● **WORK INSTRUCTION**: Strip out the pictures and transcribe the records that follow exactly.

[Data entries]
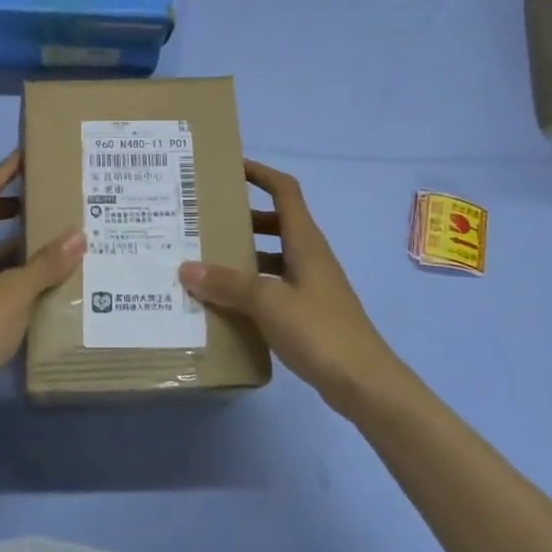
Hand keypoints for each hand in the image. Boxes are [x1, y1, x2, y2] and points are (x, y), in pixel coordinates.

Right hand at [180, 160, 401, 411]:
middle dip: (243, 218)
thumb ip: (228, 284)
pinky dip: (251, 288)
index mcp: (306, 242)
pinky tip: (226, 304)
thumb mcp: (268, 302)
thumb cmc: (320, 330)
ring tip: (206, 262)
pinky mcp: (309, 314)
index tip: (229, 167)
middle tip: (205, 221)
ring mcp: (311, 286)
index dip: (260, 174)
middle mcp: (310, 257)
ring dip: (245, 255)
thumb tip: (187, 267)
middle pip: (276, 223)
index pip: (284, 191)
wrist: (365, 384)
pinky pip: (274, 288)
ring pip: (273, 257)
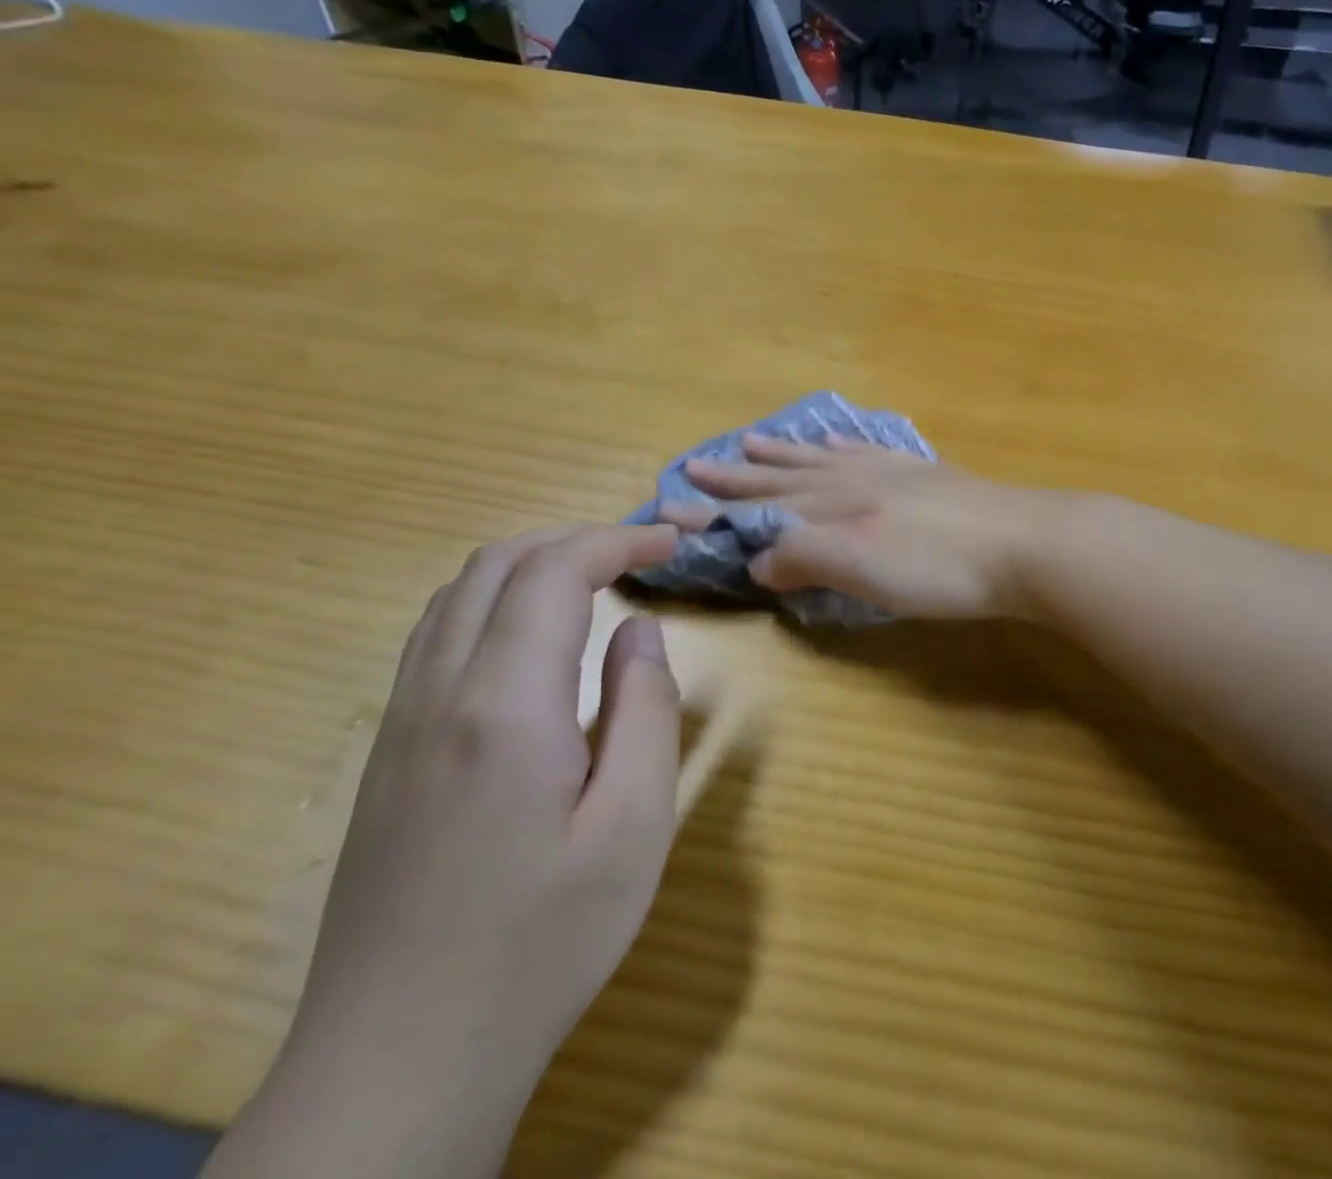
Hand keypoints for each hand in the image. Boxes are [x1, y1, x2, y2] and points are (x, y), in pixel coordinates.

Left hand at [210, 524, 682, 1177]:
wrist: (399, 1062)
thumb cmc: (541, 942)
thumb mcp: (634, 826)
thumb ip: (645, 711)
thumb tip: (639, 631)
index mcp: (504, 707)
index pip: (555, 572)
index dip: (618, 539)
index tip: (673, 543)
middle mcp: (438, 695)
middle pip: (496, 565)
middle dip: (576, 539)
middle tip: (641, 554)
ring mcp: (400, 724)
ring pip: (456, 596)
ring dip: (531, 564)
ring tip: (596, 581)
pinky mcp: (387, 755)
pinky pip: (436, 637)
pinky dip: (494, 602)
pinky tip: (535, 640)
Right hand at [668, 433, 1057, 619]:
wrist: (1024, 543)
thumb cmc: (941, 567)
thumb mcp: (864, 570)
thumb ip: (807, 558)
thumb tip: (758, 558)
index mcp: (837, 506)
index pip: (763, 507)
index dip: (720, 507)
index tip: (674, 503)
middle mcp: (856, 480)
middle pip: (786, 477)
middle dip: (741, 475)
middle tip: (698, 462)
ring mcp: (893, 472)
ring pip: (824, 458)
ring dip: (786, 454)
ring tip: (753, 441)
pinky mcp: (927, 475)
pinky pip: (870, 451)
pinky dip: (844, 446)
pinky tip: (839, 441)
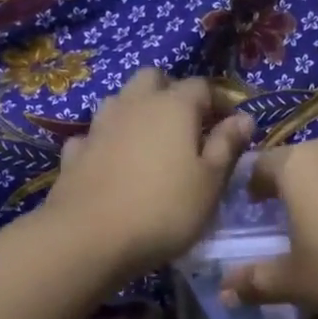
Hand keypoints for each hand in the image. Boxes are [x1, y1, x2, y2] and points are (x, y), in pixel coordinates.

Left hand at [42, 69, 255, 276]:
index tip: (231, 125)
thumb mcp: (210, 184)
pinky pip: (93, 136)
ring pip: (119, 102)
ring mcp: (99, 127)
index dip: (219, 101)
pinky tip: (111, 163)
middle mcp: (133, 104)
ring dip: (136, 113)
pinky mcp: (74, 154)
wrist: (90, 238)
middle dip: (171, 93)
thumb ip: (227, 147)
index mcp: (173, 107)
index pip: (202, 86)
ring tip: (149, 143)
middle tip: (186, 125)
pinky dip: (106, 143)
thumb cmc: (164, 211)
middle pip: (153, 79)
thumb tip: (244, 118)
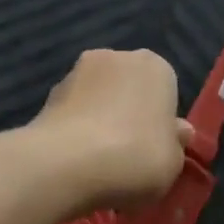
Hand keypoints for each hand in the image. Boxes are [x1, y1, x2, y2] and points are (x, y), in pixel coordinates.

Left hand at [33, 50, 194, 208]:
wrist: (67, 165)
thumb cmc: (137, 157)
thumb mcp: (174, 161)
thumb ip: (175, 143)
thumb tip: (177, 132)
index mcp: (155, 67)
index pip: (166, 90)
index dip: (162, 122)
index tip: (157, 148)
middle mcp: (116, 58)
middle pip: (129, 89)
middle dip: (129, 116)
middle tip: (131, 156)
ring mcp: (76, 73)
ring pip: (98, 100)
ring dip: (100, 123)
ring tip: (100, 164)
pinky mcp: (46, 96)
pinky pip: (73, 116)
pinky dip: (76, 133)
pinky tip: (78, 164)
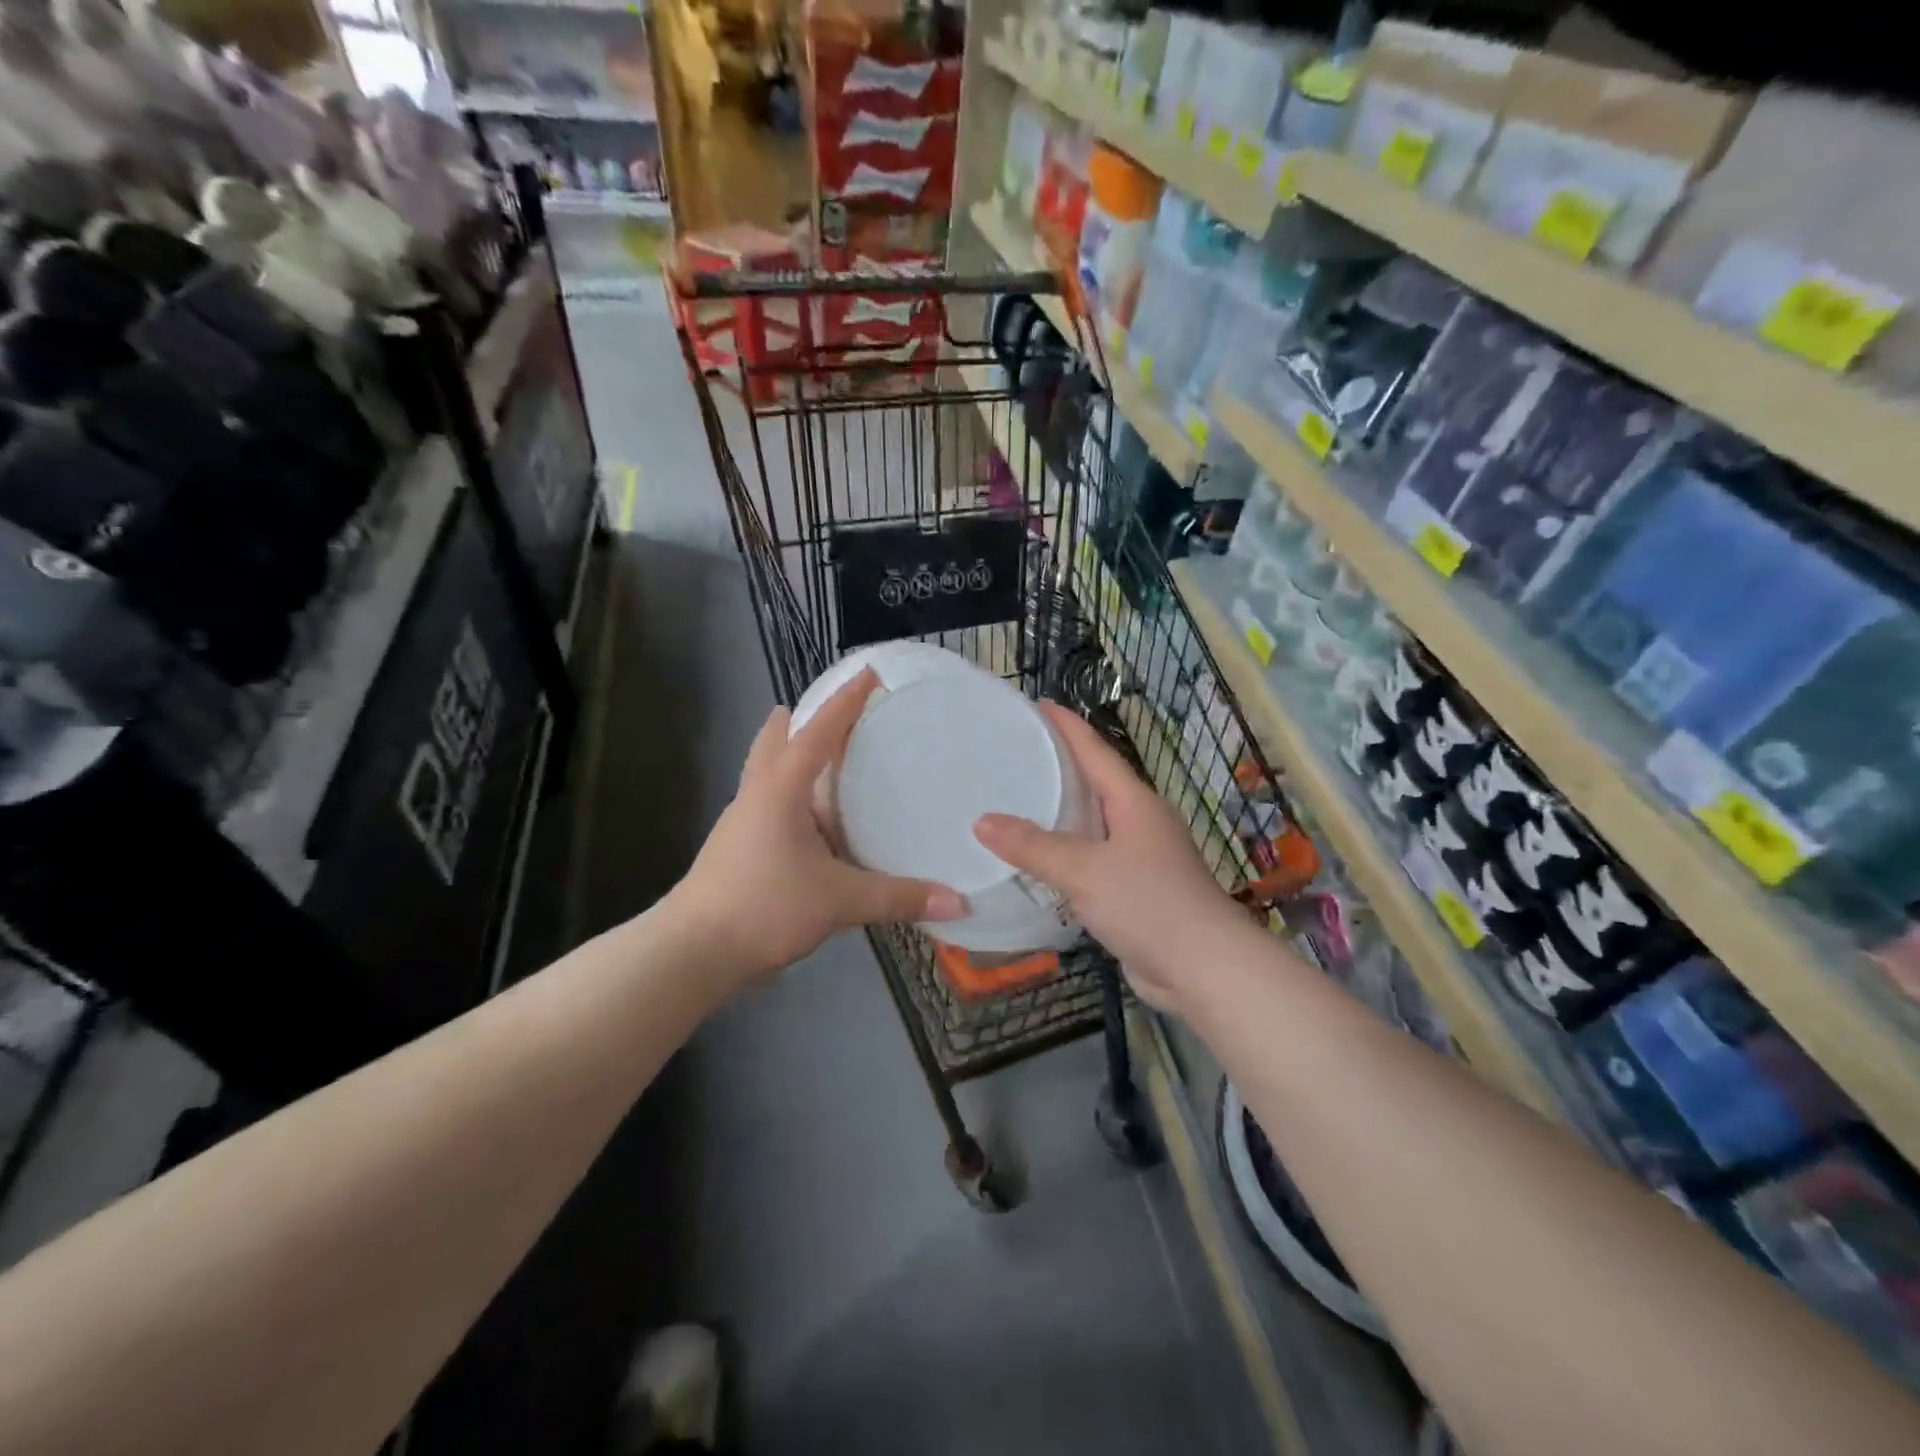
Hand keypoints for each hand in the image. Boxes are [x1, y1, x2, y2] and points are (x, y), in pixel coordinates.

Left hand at [672, 670, 964, 990]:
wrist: (693, 952)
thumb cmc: (764, 907)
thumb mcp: (839, 901)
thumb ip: (899, 898)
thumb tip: (959, 902)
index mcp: (780, 789)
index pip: (818, 731)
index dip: (846, 701)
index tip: (870, 673)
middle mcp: (758, 794)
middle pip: (777, 740)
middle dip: (805, 719)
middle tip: (843, 715)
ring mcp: (744, 820)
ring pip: (769, 771)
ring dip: (796, 756)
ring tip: (835, 760)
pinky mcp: (740, 846)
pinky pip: (771, 802)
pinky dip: (795, 794)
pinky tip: (819, 820)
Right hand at [974, 702, 1243, 1013]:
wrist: (1204, 968)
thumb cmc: (1148, 904)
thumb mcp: (1084, 871)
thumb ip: (1032, 846)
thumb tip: (982, 822)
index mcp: (1134, 802)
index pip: (1095, 751)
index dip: (1067, 726)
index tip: (1039, 703)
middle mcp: (1140, 821)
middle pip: (1096, 781)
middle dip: (1061, 764)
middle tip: (1018, 752)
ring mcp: (1143, 855)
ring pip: (1095, 822)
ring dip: (1063, 810)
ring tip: (1020, 800)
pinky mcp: (1138, 888)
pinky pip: (1096, 857)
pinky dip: (1069, 852)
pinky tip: (1042, 860)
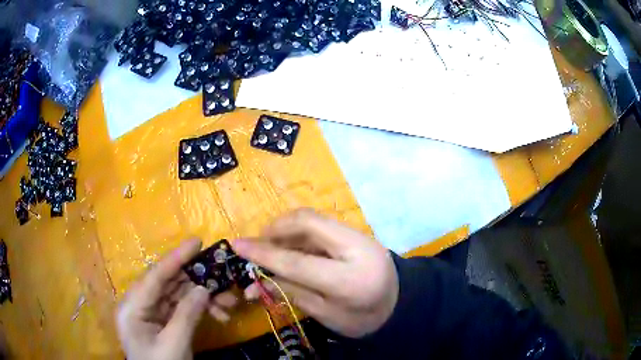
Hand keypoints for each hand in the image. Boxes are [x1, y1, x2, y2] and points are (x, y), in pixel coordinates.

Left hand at [116, 239, 237, 359]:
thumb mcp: (175, 344)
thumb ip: (187, 315)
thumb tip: (203, 288)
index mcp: (132, 307)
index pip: (154, 276)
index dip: (176, 258)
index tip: (197, 241)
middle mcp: (139, 304)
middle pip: (168, 284)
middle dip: (196, 280)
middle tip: (221, 274)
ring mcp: (150, 313)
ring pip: (177, 296)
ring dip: (203, 297)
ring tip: (228, 301)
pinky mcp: (162, 322)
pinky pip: (181, 309)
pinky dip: (200, 310)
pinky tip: (219, 314)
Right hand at [232, 209, 398, 337]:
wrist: (399, 304)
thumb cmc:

● **EXERCISE ANSWER**:
Hand keypoints for each hand in the image. Boxes are [x1, y1, x2, y2] and points are (x, y), in pixel coordinates.

Right hand at [180, 160, 401, 411]:
middle dip: (243, 218)
thumb ip: (228, 284)
pinky dip: (251, 288)
index mcp: (306, 242)
pinky tip: (226, 304)
thumb mcp: (268, 302)
thumb cmc: (320, 330)
ring tip: (206, 262)
pinky mcp: (309, 314)
index tip: (229, 167)
middle tip: (205, 221)
ring mcp: (311, 286)
index dip: (260, 174)
middle mcp: (310, 257)
ring dip: (245, 255)
thumb tip: (187, 267)
middle pip: (276, 223)
index pip: (284, 191)
wrist: (365, 384)
pinky pip: (274, 288)
ring pip: (273, 257)
Hand keypoints for each hand in the image. Boxes are [x1, y1, x2, y2] and points are (x, y), in pixel coordinates.

Left hand at [210, 524, 682, 1177]:
wrist: (399, 1062)
thumb cmc: (541, 942)
thumb mcp: (634, 826)
thumb ip: (645, 711)
thumb tip: (639, 631)
index mcp: (504, 707)
index pip: (555, 572)
index dip: (618, 539)
index tip: (673, 543)
middle mcp: (438, 695)
middle pip: (496, 565)
middle dip: (576, 539)
middle tip: (641, 554)
ring mcp: (400, 724)
ring pip: (456, 596)
ring dip: (531, 564)
ring tip: (596, 581)
pinky mcp: (387, 755)
pinky pip: (436, 637)
pinky dip: (494, 602)
pinky tip: (535, 640)
Right hand at [668, 433, 1057, 619]:
wrist: (1024, 543)
thumb cmc: (941, 567)
thumb mcp: (864, 570)
thumb ip: (807, 558)
thumb tip: (758, 558)
index mcp: (837, 506)
index pip: (763, 507)
index dip: (720, 507)
index tip: (674, 503)
middle mcp: (856, 480)
middle pip: (786, 477)
middle dip: (741, 475)
middle tip: (698, 462)
ring mcp: (893, 472)
ring pip: (824, 458)
ring dip: (786, 454)
ring tip: (753, 441)
pinky mcp: (927, 475)
pinky pip: (870, 451)
pinky dip: (844, 446)
pinky tip: (839, 441)
Hand keypoints for each hand in the image. Boxes are [x1, y1, x2, y2] and points are (x, y), in pixel coordinates.

Left hand at [42, 69, 255, 276]:
index tip: (231, 125)
thumb mcp: (210, 184)
pinky pip: (93, 136)
ring pip: (119, 102)
ring mcp: (99, 127)
index dip: (219, 101)
pinky tip: (111, 163)
middle mcp: (133, 104)
ring dip: (136, 113)
pinky mcp: (74, 154)
wrist: (90, 238)
middle dip: (171, 93)
thumb ip: (227, 147)
index mcp: (173, 107)
index pip: (202, 86)
ring tip: (149, 143)
middle tip: (186, 125)
pinky dip: (106, 143)
thumb cmc: (164, 211)
middle pip: (153, 79)
thumb tip: (244, 118)
Hand keypoints for each hand in the image. Boxes are [x1, y1, x2, y2] and points are (x, y), in pixel coordinates.

Left hand at [33, 50, 194, 208]:
wrist: (67, 165)
thumb cmc: (137, 157)
thumb mcp: (174, 161)
thumb ip: (175, 143)
thumb tip: (177, 132)
index mcp: (155, 67)
index pip: (166, 90)
index dip: (162, 122)
index tip: (157, 148)
middle mcp: (116, 58)
middle pip: (129, 89)
middle dip: (129, 116)
middle tip: (131, 156)
ring mcp: (76, 73)
ring pip: (98, 100)
ring dip: (100, 123)
ring tip: (100, 164)
pinky mcp: (46, 96)
pinky pip: (73, 116)
pinky dip: (76, 133)
pinky tip: (78, 164)
Hand keypoints for each hand in the image. Boxes are [x1, y1, x2, y2] and points are (x, y), in pixel coordinates.

Left hand at [672, 670, 964, 990]:
wrist: (693, 952)
thumb cmc: (764, 907)
thumb mcp: (839, 901)
thumb ip: (899, 898)
thumb tip: (959, 902)
index mcp: (780, 789)
index pip: (818, 731)
index dip: (846, 701)
index tip: (870, 673)
middle mcp: (758, 794)
middle pip: (777, 740)
middle dip: (805, 719)
middle tip: (843, 715)
ring mcp: (744, 820)
ring pip: (769, 771)
ring dip: (796, 756)
ring tip: (835, 760)
pinky mcp: (740, 846)
pinky pip: (771, 802)
pinky dip: (795, 794)
pinky tip: (819, 820)
Right hand at [974, 702, 1243, 1013]:
wrist: (1204, 968)
thumb cmc: (1148, 904)
thumb mcp: (1084, 871)
thumb ip: (1032, 846)
thumb tip: (982, 822)
index mcp: (1134, 802)
index pip: (1095, 751)
index dip: (1067, 726)
index tip: (1039, 703)
middle mcp: (1140, 821)
middle pip: (1096, 781)
middle dip: (1061, 764)
middle tip: (1018, 752)
ring mcp: (1143, 855)
ring pip: (1095, 822)
ring dip: (1063, 810)
ring tip: (1020, 800)
pinky mcp: (1138, 888)
pinky pip: (1096, 857)
pinky dip: (1069, 852)
pinky tip: (1042, 860)
Hand keypoints for each hand in the image. Boxes are [x1, y1, x2, y2] and points are (x, y), in pixel coordinates.

Left hand at [116, 239, 237, 359]:
thumb mcp: (175, 344)
thumb ip: (187, 315)
thumb tip: (203, 288)
index mcp: (132, 307)
index pip: (154, 276)
index dip: (176, 258)
index tip: (197, 241)
middle mcp: (139, 304)
middle pip: (168, 284)
middle dip: (196, 280)
middle tip: (221, 274)
ring mcp: (150, 313)
ring pip: (177, 296)
ring dip: (203, 297)
ring tip: (228, 301)
pinky mcp: (162, 322)
pinky pip: (181, 309)
pinky dip: (200, 310)
pinky tip: (219, 314)
Right hand at [232, 209, 398, 337]:
wrist: (399, 304)
thumb cmc:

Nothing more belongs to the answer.